# Hat jemand Tips zur Einstellung und Bedienung eines Lowrance Hook Reveal 9 Triple Shot?



## Hechtschreck-vD (1. Mai 2020)

Hallo zusammen,

ich habe mich für ein neues Echolot entschieden und es ist ein Lowrance Hook Reveal 9 TripleShot geworden.

Da ich sowohl in der Angelei, als erst recht auch im Umgang mit Echoloten absoluter Neuling bin, würde ich mich freuen, wenn mir der ein oder andere ein paar nützliche Tipps geben könnte.

Ich angle hauptsächlich auf den Talsperren des Ruhrverbandes mit einer Tiefe bis zu 30m und stelle Raubfischen wie Hecht, Zander, Seeforellen nach. Aber auch das Felchenangeln hat es mir angetan.

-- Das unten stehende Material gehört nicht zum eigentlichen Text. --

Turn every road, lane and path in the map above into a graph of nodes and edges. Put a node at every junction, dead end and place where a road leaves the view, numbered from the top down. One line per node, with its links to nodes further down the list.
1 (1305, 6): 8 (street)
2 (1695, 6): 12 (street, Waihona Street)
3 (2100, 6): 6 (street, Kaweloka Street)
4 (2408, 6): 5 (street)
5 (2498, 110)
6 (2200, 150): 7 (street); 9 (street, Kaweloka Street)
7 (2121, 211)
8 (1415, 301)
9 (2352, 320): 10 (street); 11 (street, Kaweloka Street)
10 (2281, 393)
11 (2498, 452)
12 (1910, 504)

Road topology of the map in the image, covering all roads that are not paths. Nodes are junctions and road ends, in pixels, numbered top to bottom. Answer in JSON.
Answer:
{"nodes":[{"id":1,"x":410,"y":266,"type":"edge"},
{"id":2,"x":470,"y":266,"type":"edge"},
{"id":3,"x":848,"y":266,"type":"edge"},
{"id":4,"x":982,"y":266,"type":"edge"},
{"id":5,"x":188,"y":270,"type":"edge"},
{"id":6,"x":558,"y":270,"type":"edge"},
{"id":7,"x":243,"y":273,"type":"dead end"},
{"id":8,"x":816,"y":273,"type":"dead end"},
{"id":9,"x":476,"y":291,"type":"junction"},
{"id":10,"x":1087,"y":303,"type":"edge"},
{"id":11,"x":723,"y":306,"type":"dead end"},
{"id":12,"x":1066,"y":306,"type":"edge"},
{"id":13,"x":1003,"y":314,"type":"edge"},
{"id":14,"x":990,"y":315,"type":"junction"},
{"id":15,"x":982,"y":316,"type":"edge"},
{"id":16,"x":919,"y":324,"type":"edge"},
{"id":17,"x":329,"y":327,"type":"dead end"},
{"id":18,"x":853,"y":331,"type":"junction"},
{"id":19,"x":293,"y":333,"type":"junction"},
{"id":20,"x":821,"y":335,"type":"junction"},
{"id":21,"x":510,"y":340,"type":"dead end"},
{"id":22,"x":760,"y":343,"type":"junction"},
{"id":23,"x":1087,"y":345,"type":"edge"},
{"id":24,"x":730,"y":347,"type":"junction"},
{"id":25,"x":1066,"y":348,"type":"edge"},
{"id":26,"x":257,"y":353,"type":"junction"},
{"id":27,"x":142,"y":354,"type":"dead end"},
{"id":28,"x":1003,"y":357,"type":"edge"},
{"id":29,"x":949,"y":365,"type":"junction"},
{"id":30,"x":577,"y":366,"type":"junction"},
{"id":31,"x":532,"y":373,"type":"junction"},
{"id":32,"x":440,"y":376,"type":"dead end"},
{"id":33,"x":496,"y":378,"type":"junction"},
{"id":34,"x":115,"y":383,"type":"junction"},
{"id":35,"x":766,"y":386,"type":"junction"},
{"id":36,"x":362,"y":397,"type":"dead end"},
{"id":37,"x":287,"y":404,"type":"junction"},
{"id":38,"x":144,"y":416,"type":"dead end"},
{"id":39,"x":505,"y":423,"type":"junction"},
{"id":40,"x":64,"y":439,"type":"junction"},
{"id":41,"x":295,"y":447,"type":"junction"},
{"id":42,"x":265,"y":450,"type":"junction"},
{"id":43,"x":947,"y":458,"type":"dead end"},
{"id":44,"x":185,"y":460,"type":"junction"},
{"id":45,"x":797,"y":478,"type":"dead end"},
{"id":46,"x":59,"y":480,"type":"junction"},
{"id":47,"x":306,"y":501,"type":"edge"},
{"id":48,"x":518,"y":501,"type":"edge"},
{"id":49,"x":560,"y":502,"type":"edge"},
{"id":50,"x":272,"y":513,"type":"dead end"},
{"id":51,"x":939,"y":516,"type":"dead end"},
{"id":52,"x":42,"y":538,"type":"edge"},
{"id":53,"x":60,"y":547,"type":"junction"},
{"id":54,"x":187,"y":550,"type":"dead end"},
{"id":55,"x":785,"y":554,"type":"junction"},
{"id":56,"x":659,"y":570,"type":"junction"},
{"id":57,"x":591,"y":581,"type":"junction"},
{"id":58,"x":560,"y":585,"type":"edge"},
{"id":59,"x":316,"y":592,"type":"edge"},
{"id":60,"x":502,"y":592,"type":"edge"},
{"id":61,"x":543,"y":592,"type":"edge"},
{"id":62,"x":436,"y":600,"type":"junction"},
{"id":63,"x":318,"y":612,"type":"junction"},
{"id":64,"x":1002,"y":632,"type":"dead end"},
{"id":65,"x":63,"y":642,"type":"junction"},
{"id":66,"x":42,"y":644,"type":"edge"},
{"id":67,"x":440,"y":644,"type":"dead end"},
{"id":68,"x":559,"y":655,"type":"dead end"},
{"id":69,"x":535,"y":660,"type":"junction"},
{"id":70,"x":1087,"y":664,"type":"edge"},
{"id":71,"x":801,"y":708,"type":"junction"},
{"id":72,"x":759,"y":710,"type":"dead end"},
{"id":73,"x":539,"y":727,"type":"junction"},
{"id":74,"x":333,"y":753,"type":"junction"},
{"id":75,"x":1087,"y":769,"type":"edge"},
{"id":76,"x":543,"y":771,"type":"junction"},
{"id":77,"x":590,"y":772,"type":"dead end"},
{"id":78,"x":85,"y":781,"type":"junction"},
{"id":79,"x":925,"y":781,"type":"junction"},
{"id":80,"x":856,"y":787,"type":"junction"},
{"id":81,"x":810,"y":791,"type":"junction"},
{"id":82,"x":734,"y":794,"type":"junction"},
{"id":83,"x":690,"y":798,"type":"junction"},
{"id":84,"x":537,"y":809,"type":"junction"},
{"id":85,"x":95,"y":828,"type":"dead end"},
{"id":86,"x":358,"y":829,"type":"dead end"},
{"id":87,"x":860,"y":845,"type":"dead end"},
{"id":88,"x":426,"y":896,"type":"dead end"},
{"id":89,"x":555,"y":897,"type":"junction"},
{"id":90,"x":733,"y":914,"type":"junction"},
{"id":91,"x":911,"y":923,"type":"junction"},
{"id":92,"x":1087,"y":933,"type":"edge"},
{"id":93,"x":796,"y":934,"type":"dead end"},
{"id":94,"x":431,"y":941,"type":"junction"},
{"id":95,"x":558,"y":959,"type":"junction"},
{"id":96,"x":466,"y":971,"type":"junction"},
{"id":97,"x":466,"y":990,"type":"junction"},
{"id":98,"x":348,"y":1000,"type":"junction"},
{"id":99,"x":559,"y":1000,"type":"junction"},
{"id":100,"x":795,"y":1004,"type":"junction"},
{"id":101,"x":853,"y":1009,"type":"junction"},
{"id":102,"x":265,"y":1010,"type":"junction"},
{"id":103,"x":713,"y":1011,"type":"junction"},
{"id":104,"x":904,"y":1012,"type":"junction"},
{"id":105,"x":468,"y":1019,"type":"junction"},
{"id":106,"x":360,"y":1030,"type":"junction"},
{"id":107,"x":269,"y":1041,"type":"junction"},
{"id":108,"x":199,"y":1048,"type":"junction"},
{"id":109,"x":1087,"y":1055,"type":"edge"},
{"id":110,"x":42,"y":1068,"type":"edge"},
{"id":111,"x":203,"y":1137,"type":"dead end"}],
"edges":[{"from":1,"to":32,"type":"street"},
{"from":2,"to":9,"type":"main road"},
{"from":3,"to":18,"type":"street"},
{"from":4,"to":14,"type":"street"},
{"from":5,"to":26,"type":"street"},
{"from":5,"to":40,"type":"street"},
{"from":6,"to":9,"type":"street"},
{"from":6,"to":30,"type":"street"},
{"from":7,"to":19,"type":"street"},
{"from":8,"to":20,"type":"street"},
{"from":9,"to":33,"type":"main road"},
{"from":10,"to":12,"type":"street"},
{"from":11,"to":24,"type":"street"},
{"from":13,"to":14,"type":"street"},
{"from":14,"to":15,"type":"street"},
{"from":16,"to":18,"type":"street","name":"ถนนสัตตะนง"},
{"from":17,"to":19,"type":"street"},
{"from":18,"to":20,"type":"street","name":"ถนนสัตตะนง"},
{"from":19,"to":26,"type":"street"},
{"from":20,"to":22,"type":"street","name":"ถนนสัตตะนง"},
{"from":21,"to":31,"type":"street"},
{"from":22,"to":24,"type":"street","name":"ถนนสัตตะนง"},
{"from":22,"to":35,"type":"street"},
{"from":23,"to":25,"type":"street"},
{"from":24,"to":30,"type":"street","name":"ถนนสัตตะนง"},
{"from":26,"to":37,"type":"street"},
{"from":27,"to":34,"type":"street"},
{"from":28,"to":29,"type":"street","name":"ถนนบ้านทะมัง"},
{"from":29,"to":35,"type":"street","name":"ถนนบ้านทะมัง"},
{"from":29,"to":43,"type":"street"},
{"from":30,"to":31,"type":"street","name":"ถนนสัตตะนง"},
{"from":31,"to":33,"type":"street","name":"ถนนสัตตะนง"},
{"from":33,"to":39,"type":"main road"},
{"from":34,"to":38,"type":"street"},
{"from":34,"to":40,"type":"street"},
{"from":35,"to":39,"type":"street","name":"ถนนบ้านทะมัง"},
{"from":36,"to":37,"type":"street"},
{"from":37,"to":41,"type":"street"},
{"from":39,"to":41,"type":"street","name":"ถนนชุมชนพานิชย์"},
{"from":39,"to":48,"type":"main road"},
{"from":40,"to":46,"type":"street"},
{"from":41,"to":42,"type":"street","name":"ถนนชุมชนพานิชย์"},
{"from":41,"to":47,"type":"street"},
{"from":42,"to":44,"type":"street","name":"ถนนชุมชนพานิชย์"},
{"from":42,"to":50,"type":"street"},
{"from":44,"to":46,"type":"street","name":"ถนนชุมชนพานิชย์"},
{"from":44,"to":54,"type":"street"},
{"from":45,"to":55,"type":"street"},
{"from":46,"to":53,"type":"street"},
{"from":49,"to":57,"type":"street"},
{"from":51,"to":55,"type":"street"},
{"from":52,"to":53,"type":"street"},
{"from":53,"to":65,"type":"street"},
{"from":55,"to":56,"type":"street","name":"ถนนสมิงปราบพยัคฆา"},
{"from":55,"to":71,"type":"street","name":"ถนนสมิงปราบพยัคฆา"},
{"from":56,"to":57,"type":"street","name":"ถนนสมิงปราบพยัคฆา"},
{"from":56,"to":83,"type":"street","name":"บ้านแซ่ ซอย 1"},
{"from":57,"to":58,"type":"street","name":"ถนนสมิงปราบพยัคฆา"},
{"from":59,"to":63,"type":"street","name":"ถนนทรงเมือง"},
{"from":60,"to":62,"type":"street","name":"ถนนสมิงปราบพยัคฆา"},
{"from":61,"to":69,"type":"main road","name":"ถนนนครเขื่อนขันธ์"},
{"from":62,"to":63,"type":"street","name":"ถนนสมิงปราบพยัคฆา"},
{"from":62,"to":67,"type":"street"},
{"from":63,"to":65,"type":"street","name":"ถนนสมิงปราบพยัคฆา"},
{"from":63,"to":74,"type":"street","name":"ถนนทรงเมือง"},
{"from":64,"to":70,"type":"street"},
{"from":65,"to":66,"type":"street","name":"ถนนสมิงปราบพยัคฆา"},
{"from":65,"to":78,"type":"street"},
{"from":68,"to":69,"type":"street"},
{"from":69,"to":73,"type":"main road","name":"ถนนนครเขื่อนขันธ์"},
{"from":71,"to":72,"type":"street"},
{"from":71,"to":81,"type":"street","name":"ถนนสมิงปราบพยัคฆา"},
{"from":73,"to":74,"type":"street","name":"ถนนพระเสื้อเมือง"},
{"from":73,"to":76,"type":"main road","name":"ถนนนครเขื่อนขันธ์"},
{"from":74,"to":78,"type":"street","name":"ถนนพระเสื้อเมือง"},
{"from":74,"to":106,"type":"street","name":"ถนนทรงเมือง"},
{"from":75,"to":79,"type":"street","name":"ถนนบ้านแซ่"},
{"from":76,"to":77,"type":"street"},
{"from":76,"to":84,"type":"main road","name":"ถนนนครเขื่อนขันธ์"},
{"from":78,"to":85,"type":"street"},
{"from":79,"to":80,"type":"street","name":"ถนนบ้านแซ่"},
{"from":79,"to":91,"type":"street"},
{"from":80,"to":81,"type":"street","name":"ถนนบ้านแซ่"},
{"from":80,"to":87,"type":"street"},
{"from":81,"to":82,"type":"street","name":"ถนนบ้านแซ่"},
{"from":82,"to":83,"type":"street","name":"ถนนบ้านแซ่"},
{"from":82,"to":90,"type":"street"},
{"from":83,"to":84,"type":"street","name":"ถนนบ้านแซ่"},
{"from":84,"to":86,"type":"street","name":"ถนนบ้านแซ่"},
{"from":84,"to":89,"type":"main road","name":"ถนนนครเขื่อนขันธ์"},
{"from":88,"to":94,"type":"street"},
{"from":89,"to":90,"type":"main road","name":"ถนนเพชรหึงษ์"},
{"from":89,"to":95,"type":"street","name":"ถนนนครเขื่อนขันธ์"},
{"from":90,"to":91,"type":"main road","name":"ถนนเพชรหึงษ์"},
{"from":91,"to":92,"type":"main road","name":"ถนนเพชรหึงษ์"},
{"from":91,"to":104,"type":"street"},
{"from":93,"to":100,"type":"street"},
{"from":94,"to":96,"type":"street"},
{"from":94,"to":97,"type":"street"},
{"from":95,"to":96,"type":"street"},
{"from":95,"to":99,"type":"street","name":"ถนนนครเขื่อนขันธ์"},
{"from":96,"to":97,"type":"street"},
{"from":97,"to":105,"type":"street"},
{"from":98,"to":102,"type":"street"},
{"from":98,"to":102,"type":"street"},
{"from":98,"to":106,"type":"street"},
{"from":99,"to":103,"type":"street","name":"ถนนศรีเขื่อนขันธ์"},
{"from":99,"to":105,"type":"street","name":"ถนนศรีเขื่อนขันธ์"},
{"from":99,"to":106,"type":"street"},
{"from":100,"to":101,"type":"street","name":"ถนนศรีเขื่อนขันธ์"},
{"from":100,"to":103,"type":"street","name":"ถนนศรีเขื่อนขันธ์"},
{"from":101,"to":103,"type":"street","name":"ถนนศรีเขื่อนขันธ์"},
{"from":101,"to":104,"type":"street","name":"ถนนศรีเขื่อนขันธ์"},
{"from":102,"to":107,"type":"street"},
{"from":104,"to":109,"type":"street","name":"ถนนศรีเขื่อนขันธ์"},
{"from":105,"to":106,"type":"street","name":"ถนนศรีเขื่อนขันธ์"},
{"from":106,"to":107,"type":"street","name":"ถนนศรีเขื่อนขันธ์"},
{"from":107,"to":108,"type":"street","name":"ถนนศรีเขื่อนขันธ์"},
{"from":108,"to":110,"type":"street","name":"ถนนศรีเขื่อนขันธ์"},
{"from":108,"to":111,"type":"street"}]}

Ich sage schon mal vorab danke für eure Unterstützung.

VG

Olaf


----------



## Oanga83 (4. Mai 2020)

Servus,
Am besten du übst die Bedienung zu Hause das du am Wasser weißt wo du drücken musst.
Dann stellst du fürs erste alles auf Auto.
Dann fängst du nur mit dem normalen Echolotbild an.
Und schaust ob du dein Blei der  Hegene siehst. ( evtl. High Chirb einstellen.)
Wenn du das Blei beim Heben und senken siehst müsste es fürs erste passen.
Ich bin natürlich kein Profi aber die Felchen finde ich.
Grüsse


----------